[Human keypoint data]

- - - - -

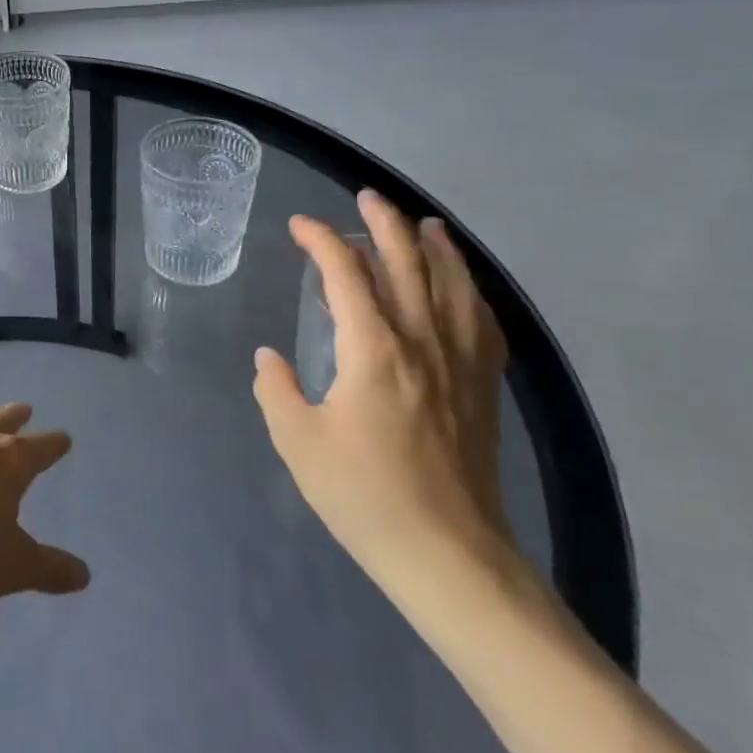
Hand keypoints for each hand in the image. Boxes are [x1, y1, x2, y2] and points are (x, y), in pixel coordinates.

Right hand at [251, 190, 514, 587]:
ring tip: (426, 224)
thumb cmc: (364, 496)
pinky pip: (483, 323)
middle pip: (409, 264)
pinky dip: (471, 293)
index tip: (299, 226)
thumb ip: (277, 391)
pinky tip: (465, 288)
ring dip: (437, 248)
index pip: (346, 275)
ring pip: (454, 286)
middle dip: (385, 224)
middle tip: (367, 198)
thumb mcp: (298, 442)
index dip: (322, 241)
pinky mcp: (483, 388)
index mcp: (373, 350)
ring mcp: (461, 363)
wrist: (447, 554)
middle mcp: (423, 342)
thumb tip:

- - - - -

• _TASK DETAILS_
Your answer must consist only of the lines from the one with "middle dip: (385, 224)" through the final line of the entries, each retyped exactly.

• _REPLY_
middle dip: (385, 224)
middle tip: (367, 198)
thumb mcp: (298, 442)
index dip: (322, 241)
pinky mcp: (483, 388)
index mcp: (373, 350)
ring mcp: (461, 363)
wrist: (447, 554)
middle mcp: (423, 342)
thumb tip:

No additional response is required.